When Frank was first paralyzed in the 1950s, he quickly discovered that the world wasn’t very friendly for people who use wheelchairs—for example, there were no curb cuts to help a wheelchair user get onto a sidewalk. And that’s just one of many obstacles Frank faced.
A lot has changed in the past 50 years. Thanks in part to the efforts of Paralyzed Veterans of America—the only veterans service organization with a staff of licensed architects—it’s become much easier for wheelchair users and all people with disabilities to get around. From reviewing blueprints for Department of Veterans Affairs facilities to advocating for changes in public spaces and buildings, Paralyzed Veterans of America architects bring a unique perspective that enables them to identify—and eliminate—obstacles in the physical environment.
Frank Rigo says:
"If you were in a wheelchair like I was in the ’50s, you had to be a lot more athletic. Because there were no curb cuts, you had to learn to jump curbs with your wheelchair. Department stores were another problem. I learned how to go up and down escalators in my chair.
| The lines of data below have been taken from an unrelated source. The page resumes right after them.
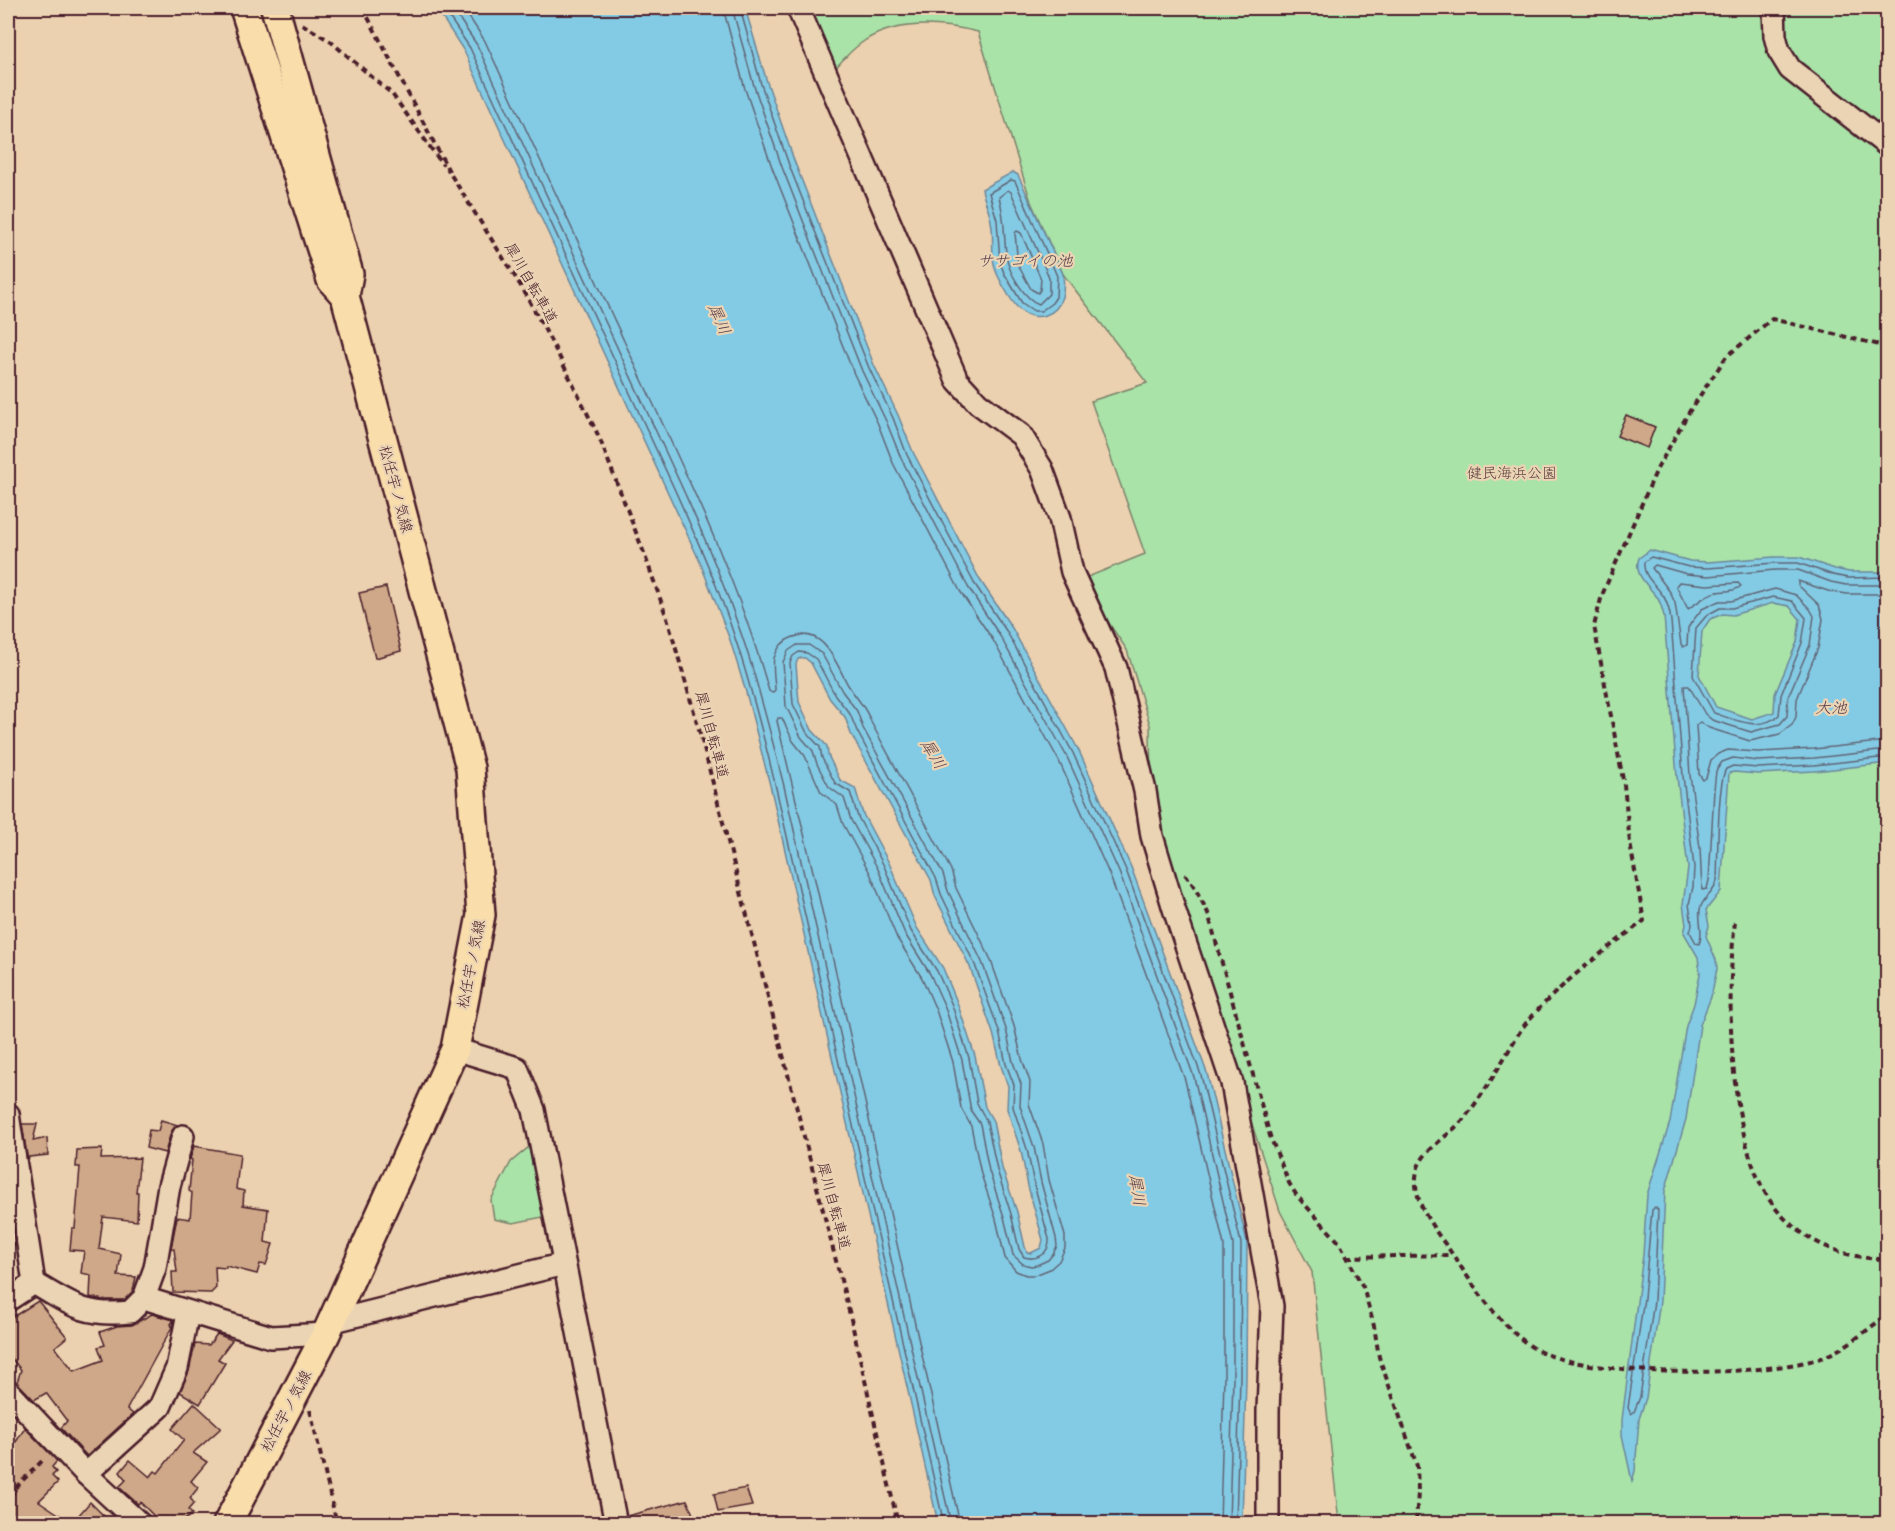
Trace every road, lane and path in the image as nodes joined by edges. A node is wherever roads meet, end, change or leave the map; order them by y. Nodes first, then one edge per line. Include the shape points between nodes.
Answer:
1 (244, 8) edge
2 (275, 8) edge
3 (363, 8) edge
4 (798, 8) edge
5 (1774, 8) edge
6 (1887, 146) edge
7 (451, 176) junction
8 (345, 296) junction
9 (1887, 347) edge
10 (1181, 869) dead end
11 (1735, 922) dead end
12 (455, 1049) junction
13 (8, 1114) edge
14 (183, 1136) dead end
15 (1452, 1255) junction
16 (1347, 1257) junction
17 (1887, 1258) edge
18 (564, 1264) junction
19 (34, 1283) junction
20 (144, 1298) junction
21 (8, 1300) edge
22 (188, 1312) junction
23 (1887, 1314) edge
24 (328, 1328) junction
25 (302, 1378) junction
26 (8, 1391) edge
27 (58, 1444) junction
28 (86, 1474) junction
29 (8, 1496) edge
30 (140, 1524) edge
31 (227, 1524) edge
32 (337, 1524) edge
33 (616, 1524) edge
34 (898, 1524) edge
35 (1268, 1524) edge
36 (1416, 1524) edge

1 - 8 main road, 松任宇ノ気線 via 331,280
2 - 7 path via 330,41 392,94
2 - 8 main road, 松任宇ノ気線 via 349,274
3 - 7 path, 犀川自転車道
4 - 35 street via 957,380 978,403 1022,435 1042,469 1060,519 1072,572 1116,668 1152,836 1232,1083 1260,1236 1272,1306
5 - 6 street via 1775,36 1790,69
7 - 34 path, 犀川自転車道 via 524,291 594,427 668,621 850,1315
8 - 12 main road, 松任宇ノ気線 via 470,768 481,915
9 - 15 path via 1772,319 1726,357 1689,412 1658,470 1602,595 1594,626 1624,785 1644,921 1581,968 1525,1024 1466,1116 1423,1158 1417,1170 1418,1194 1426,1215
10 - 16 path via 1208,913 1270,1136 1289,1184 1339,1242
11 - 17 path via 1730,1000 1736,1087 1746,1143 1760,1181 1780,1213 1813,1241 1844,1254
12 - 18 street via 517,1068 534,1110
12 - 24 main road, 松任宇ノ気線
13 - 19 street
14 - 20 street via 169,1186 155,1268
15 - 16 path
15 - 23 path via 1489,1306 1532,1347 1570,1362 1613,1368 1657,1372 1776,1366 1815,1359 1842,1347
16 - 36 path via 1363,1287 1379,1357 1417,1466
18 - 24 street
18 - 33 street
19 - 20 street via 77,1308 108,1314 130,1312
19 - 21 street
20 - 22 street
22 - 24 street via 271,1337
22 - 28 street via 177,1368 160,1407
24 - 25 main road, 松任宇ノ気線
25 - 31 main road, 松任宇ノ気線
25 - 32 path
26 - 27 street
27 - 28 street
27 - 29 path
28 - 30 street

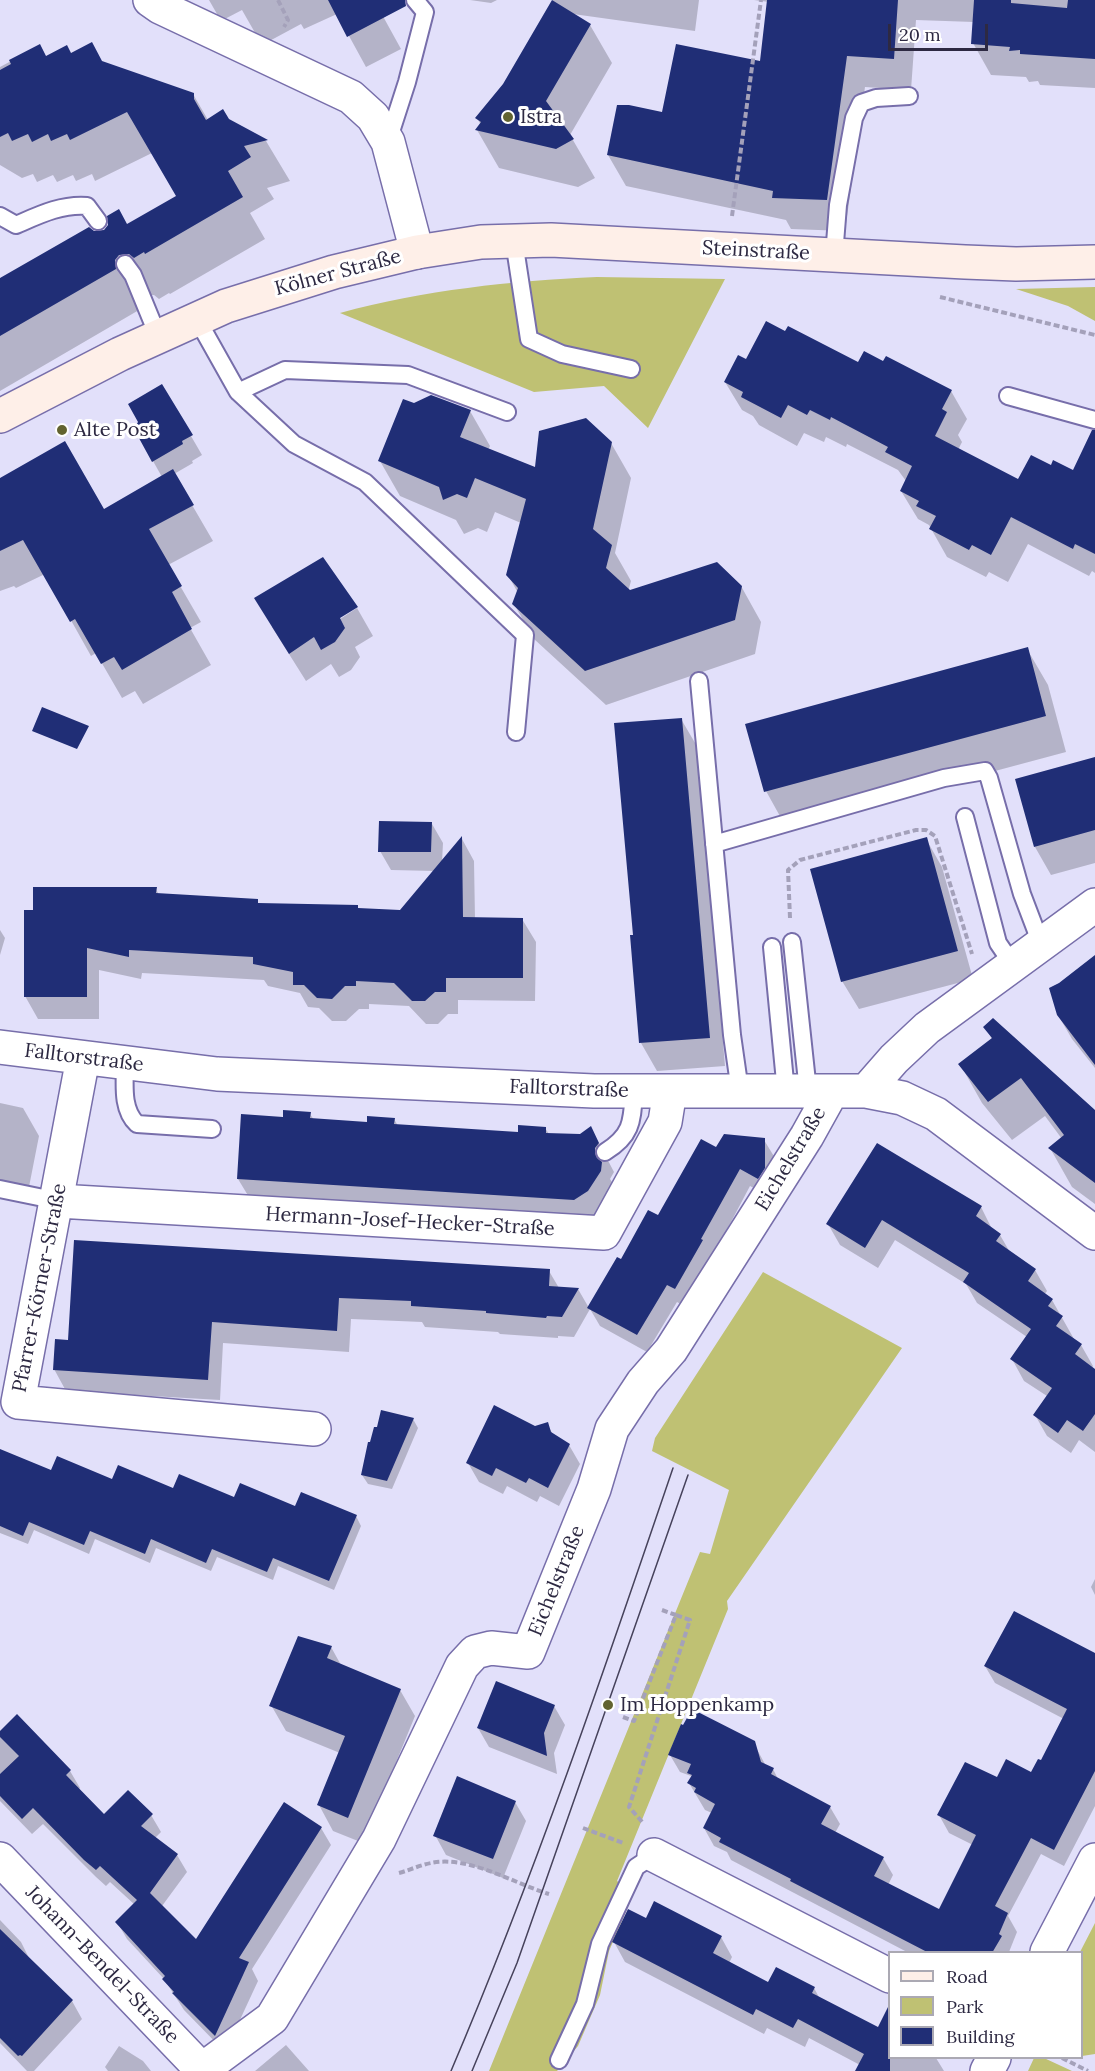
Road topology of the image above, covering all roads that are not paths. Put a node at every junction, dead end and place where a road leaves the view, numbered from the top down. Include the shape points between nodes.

I’ve been involved with Paralyzed Veterans of America for more than 50 years. They have helped change the world for people in wheelchairs, starting with VA hospitals, which are much easier to get around in these days compared to my first experience in the 1950s. Back then, the Long Beach VA hospital was a converted Army barracks. Today, when many patients have a private bathroom and shower, there was one large room used by several patients with a bathtub, not a shower. And even something as common as opening a door was a daily frustration. You had to jerk the door toward you, jam your foot in the door, and pull the door open. Now sensors often open the door automatically as you approach.
The world isn’t perfect—I still avoid department stores from November until February because the aisles are choked by large tables with merchandise. But at least I don’t find myself staring up at a building with lobby doors that are too small or faced with revolving doors wondering, how am I going to get in there?"